中国、「国策市場」の虚実

中国、「国策市場」の虚実
一目均衡 上海支局 土居倫之
https://www.nikkei.com/article/DGXZQOGM191RK0Z10C22A7000000/

『1986年11月14日、中国北京市の人民大会堂で、最高指導者の鄧小平氏は会談したニューヨーク証券取引所のトップ、ジョン・フェラン氏に手土産を渡した。国有音響機器メーカー、上海飛楽音響の株券だ。資本主義の象徴である株式の存在が、最高指導者の手によって名実ともに公認された瞬間だった。

それから35年後の2021年11月15日。習近平(シー・ジンピン)総書記が開設を宣言した北京証券取引所が取引を始めた。

「資本の無秩序な拡大を防ぐ」と巨大IT(情報技術)企業を統制し、「共同富裕(共に豊かになる)」を訴える習氏が新たな株式市場を開設したのはなぜか。浮かび上がるのは、既存の株式市場が習氏が推進する中国経済の「高質量発展(質の高い発展)」に十分な役割を果たしてこなかったという問題意識だ。

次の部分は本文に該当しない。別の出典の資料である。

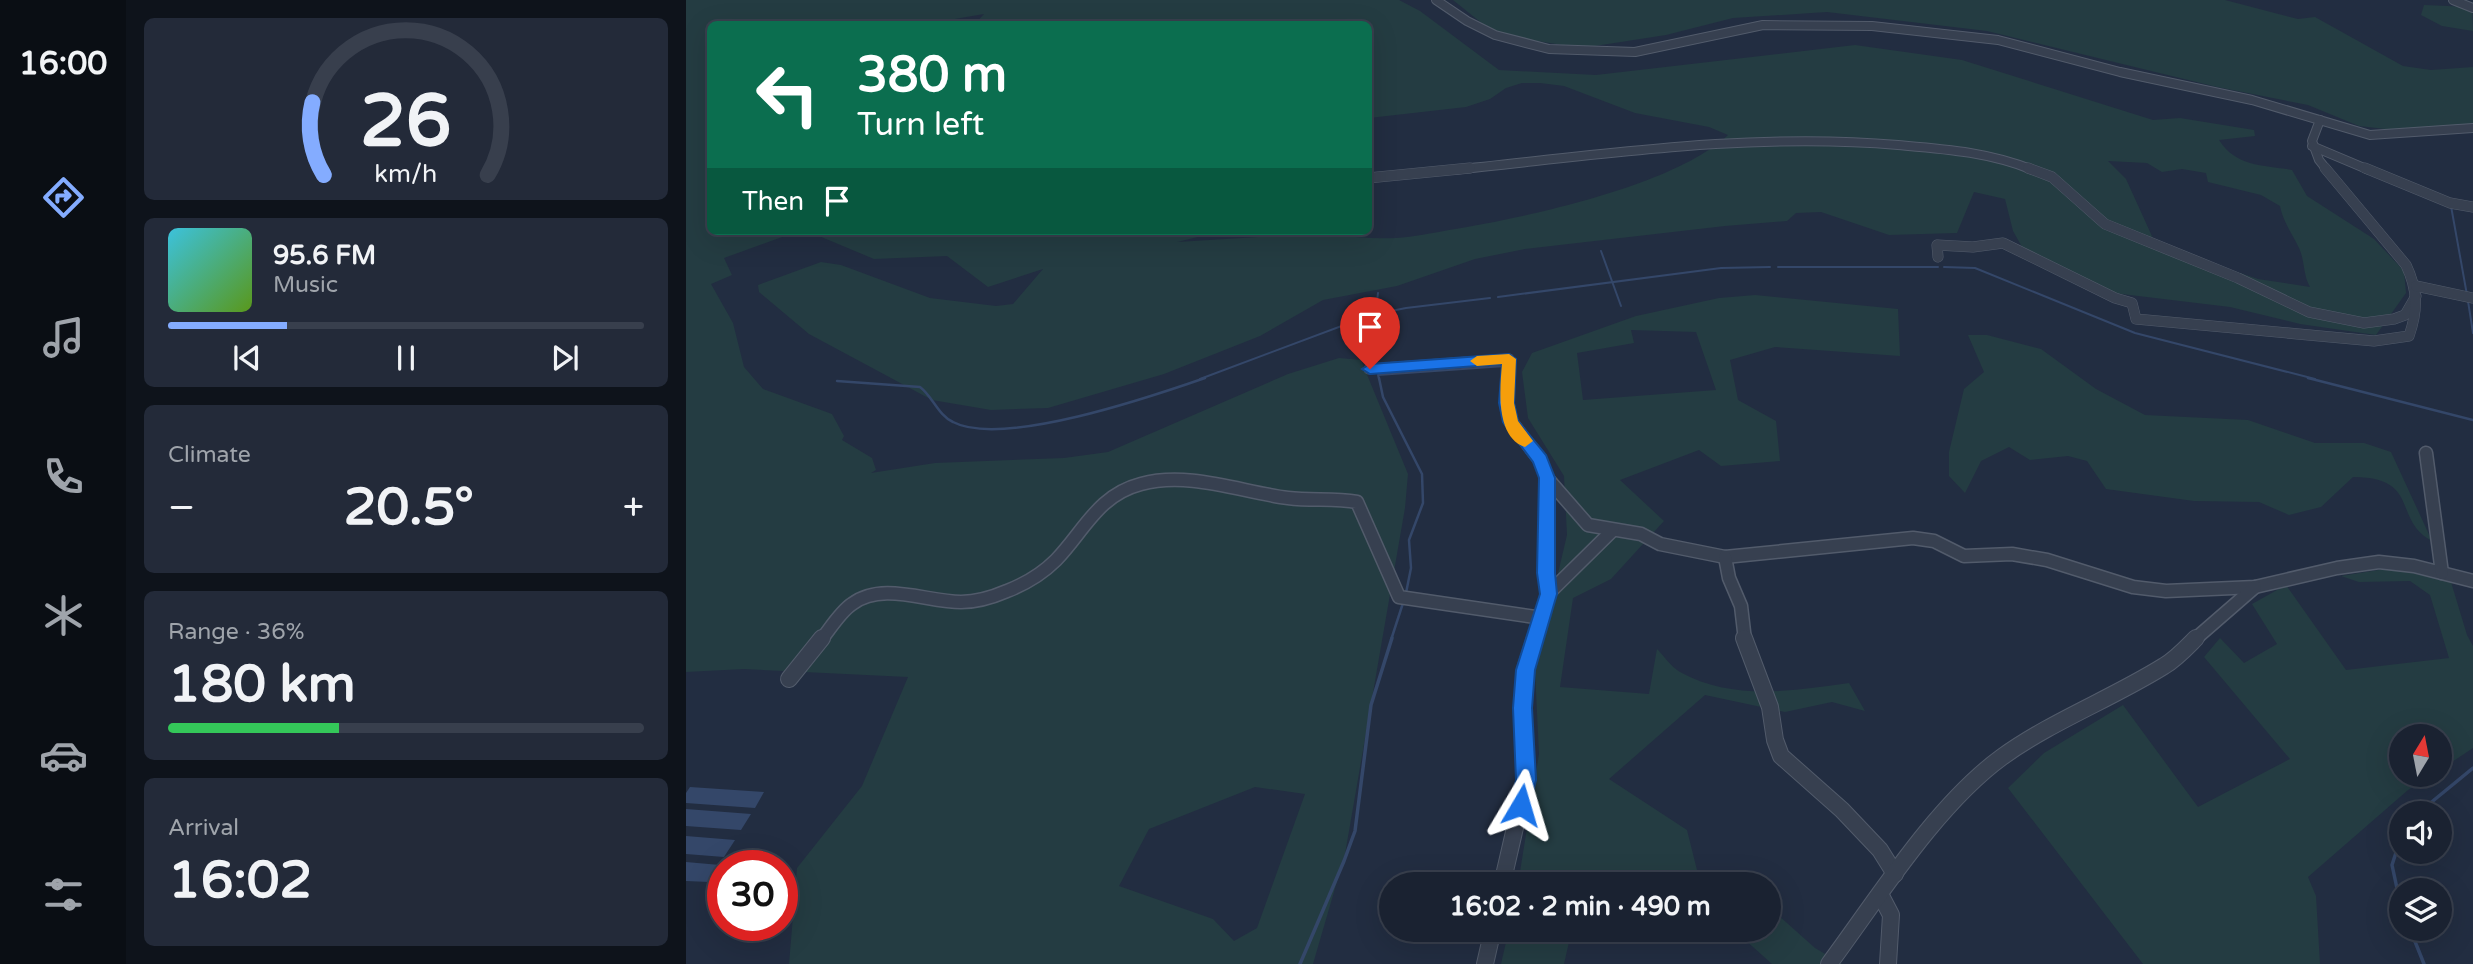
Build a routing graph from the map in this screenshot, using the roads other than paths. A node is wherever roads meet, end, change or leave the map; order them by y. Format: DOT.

取引開始から約8カ月超が経過し、北京証取の上場企業数は当初の81社から104社に増えた。株式時価総額トップはリチウムイオン電池の正負極材を開発する貝特瑞新材料集団。同社はバッテリー世界最大手の中国寧徳時代新能源科技(CATL)を顧客とし、急成長している。2位は炭素繊維を生産、開発、販売する吉林碳谷碳繊維、3位以下も半導体、薬品関連などハイテク企業が並ぶ。

一方、上海・深圳株式市場の時価総額トップは中国の伝統的な蒸留酒である白酒最大手、貴州茅台酒、2位は中国の銀行最大手、中国工商銀行とオールドエコノミーが並ぶ。いずれも収益力は高いが、成長力には疑問符が付く国有企業だ。10位以内で民営企業は、CATLと電気自動車(EV)大手の比亜迪(BYD)の2社のみ。アリババ集団など巨大IT企業は香港や米国に上場する。

上海・深圳証券取引所の新興企業向け市場「科創板」と「創業板」では不動産・金融業の上場を認めない。だが、投資家が最も注目する最上位の「主市場」は両業種の資金調達の場となってきた。

北京証取は不動産・金融業の上場を禁止し、国務院(政府)が詳細に要件を定める供給過剰・淘汰指定業種の上場も認めない。革新的な中小企業を上場対象とするという抽象的な概念にとどまらず、具体的なルールに踏み込む。

中国のある投資家は「米国のニューエコノミーはナスダック証券取引所がネット企業の技術革新(イノベーション)を支えたから」と話す。中国は習氏肝煎りの北京証取の開設やハイテク産業育成策「中国製造2025」など強力な国策を通じ、米並みの繁栄を実現しようとしている。

だが新市場には虚実も透ける。北京証取で時価総額トップの貝特瑞は7月20日、董事長の賀雪琴氏がインサイダー取引の疑いで証券監督管理委員会の調査対象になったと発表した。そもそも米経済の繁栄を支えたのは自由で透明度の高い社会だった。その裏付けのない「国策市場」のままなら、習氏が目指す「中華民族の偉大な復興」の実現など遠のくばかりだろう。』